[Given records Boundary: Start]
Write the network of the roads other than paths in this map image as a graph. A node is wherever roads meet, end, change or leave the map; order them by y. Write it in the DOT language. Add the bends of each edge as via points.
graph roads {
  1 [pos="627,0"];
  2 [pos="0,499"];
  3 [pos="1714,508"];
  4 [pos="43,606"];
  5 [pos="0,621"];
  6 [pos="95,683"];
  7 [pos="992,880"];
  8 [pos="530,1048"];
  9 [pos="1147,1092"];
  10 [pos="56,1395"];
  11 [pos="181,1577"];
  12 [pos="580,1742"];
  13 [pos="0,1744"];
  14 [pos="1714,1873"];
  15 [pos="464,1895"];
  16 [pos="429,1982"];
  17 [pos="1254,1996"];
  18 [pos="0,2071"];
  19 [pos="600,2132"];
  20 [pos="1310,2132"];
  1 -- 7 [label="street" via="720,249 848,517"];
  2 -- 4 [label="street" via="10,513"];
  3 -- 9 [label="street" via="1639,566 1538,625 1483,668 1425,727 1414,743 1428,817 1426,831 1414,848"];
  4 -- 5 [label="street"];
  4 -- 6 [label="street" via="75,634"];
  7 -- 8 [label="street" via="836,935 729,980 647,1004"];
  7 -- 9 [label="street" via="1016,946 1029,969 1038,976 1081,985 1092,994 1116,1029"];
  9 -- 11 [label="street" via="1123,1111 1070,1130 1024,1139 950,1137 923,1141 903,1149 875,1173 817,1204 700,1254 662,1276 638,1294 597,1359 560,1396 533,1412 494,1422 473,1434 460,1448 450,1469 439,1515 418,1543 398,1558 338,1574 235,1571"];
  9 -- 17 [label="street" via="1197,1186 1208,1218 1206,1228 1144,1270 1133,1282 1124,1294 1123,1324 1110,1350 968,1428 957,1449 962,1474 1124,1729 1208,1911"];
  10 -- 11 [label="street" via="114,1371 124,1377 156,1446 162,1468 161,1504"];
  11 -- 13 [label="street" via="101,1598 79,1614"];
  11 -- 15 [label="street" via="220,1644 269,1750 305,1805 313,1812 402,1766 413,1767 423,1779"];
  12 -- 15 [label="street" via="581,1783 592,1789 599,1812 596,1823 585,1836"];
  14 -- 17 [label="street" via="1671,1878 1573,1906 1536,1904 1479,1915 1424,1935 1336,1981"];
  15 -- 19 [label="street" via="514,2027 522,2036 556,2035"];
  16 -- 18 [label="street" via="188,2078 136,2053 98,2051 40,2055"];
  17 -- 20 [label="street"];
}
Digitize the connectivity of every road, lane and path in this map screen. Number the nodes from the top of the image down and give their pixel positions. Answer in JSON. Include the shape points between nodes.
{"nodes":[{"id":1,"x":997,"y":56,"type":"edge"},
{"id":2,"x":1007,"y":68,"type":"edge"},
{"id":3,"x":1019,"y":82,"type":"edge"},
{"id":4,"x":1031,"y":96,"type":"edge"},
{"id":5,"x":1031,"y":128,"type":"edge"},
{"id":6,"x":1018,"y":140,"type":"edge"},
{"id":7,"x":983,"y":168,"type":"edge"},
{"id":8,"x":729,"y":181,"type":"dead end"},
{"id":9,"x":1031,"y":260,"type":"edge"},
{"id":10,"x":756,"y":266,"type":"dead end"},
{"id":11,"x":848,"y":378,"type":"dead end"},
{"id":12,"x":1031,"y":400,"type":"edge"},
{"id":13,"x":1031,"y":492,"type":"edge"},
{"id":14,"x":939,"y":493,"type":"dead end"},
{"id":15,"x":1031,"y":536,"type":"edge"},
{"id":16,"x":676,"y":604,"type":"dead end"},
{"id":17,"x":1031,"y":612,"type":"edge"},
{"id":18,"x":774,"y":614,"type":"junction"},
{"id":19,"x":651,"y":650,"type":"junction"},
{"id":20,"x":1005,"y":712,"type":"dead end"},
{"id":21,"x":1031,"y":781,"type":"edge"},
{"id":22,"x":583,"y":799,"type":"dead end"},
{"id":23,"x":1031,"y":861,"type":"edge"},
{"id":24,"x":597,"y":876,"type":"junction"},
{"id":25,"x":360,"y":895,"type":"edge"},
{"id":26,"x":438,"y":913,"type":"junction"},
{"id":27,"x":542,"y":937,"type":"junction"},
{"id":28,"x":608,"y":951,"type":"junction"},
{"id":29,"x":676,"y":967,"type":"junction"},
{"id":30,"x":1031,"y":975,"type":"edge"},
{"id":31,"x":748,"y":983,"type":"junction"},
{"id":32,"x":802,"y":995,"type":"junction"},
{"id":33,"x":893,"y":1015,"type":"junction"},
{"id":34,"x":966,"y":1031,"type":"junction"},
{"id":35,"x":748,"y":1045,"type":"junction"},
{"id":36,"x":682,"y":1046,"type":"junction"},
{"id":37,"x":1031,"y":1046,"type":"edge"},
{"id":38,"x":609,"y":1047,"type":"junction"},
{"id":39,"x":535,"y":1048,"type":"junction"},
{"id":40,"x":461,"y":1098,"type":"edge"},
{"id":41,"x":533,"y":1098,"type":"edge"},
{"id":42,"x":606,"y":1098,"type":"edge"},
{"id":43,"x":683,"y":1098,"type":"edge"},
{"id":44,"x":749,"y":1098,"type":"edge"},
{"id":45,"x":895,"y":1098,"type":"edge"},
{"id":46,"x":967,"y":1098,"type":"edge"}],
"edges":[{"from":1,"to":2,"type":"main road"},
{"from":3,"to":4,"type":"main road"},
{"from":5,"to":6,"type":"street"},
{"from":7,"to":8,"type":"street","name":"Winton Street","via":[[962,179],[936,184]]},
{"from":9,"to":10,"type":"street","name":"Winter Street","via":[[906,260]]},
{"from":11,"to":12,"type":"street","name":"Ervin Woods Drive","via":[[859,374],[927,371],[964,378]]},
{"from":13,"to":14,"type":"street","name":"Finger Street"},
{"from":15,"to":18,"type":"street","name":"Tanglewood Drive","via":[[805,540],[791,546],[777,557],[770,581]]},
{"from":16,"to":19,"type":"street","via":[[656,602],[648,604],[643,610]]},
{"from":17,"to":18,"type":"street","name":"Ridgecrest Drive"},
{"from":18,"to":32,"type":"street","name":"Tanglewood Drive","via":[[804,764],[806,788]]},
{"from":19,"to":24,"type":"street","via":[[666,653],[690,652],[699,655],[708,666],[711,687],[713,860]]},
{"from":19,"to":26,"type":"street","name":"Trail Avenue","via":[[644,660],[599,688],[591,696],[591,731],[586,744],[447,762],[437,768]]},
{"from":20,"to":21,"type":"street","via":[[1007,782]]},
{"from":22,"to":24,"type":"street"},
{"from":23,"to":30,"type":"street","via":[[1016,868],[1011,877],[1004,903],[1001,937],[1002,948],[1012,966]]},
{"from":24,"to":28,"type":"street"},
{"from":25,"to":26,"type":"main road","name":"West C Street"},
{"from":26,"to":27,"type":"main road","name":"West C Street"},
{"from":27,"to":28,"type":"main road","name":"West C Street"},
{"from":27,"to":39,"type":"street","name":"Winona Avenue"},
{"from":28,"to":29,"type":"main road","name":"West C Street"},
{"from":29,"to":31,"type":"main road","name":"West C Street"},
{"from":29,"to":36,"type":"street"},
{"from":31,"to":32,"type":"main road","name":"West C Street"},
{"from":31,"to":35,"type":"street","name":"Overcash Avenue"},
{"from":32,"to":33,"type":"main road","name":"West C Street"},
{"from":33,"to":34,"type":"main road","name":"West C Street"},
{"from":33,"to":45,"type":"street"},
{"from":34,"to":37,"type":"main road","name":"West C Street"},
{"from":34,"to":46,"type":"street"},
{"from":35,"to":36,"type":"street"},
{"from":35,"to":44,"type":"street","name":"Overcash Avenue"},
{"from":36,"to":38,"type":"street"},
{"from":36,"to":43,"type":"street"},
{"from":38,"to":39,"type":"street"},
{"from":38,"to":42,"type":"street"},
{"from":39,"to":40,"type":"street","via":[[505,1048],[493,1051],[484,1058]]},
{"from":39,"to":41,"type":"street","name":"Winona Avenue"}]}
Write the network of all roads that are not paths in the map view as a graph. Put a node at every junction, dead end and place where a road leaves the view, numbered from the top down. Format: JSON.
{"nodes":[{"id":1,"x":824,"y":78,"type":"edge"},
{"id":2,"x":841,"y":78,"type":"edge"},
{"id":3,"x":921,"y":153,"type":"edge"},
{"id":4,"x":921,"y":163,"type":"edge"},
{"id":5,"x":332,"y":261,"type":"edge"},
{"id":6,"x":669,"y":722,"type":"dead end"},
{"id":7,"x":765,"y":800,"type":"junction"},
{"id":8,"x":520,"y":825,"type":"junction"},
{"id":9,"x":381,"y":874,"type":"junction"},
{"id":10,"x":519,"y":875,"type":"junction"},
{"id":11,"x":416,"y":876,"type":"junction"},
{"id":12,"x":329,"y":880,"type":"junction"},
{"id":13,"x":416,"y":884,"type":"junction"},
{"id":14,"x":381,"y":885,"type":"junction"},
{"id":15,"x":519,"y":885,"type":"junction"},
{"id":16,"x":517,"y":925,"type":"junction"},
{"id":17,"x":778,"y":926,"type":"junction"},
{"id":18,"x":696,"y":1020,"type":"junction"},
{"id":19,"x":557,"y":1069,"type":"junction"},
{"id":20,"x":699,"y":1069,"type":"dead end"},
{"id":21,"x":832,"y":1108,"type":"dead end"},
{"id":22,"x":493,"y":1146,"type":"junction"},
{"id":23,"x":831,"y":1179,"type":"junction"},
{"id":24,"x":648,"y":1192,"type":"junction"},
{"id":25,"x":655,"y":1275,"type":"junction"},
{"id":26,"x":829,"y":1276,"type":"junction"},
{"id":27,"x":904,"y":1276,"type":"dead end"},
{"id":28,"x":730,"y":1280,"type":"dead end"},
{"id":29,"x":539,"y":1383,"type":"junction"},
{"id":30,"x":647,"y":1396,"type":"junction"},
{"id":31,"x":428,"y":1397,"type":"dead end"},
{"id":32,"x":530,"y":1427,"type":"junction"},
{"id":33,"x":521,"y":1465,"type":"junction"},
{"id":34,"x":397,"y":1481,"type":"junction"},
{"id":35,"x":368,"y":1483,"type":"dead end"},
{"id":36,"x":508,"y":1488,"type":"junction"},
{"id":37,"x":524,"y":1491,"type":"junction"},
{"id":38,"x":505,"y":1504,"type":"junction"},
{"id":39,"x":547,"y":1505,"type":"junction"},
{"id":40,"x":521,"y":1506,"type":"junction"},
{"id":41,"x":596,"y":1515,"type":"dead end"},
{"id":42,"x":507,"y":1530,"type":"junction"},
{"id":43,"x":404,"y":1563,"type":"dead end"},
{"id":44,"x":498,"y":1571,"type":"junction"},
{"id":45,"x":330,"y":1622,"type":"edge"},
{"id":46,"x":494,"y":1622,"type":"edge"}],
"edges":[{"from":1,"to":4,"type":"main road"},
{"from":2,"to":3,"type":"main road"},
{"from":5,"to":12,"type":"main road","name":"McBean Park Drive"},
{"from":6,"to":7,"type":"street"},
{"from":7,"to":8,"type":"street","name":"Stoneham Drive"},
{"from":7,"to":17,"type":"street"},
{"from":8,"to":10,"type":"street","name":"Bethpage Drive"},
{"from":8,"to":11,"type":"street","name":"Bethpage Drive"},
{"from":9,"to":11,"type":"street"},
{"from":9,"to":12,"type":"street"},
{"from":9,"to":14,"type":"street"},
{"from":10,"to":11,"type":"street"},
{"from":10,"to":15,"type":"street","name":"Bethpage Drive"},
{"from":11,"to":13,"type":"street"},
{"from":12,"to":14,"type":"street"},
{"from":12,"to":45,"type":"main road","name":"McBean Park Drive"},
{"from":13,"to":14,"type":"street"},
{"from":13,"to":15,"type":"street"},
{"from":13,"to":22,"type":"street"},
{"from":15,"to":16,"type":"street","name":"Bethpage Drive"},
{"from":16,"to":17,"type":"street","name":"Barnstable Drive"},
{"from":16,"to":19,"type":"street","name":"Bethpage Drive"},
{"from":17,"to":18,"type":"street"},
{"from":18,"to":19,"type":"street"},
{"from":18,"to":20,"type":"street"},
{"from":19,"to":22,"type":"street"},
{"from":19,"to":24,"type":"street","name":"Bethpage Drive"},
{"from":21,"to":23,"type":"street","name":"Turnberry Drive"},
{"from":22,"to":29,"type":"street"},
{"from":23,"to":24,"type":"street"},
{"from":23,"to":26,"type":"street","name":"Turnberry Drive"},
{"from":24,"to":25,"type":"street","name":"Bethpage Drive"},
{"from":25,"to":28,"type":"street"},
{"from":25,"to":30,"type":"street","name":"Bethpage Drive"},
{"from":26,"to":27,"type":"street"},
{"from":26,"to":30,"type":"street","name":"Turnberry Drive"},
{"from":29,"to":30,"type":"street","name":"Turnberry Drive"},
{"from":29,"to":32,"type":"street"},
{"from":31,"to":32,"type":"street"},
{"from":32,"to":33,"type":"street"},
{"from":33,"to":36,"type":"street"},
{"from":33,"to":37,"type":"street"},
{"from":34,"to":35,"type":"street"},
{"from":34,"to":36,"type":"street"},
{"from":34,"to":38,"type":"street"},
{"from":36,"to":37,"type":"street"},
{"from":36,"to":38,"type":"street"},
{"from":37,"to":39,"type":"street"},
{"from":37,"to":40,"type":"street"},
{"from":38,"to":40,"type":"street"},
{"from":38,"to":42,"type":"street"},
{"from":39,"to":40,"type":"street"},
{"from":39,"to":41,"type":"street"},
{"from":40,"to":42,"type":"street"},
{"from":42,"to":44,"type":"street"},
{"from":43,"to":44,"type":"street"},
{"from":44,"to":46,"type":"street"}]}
[Given records Boundary: End]
Nothing but a number is expected here: say how many lines in the material hold "this".

### [Result of the exercise]
2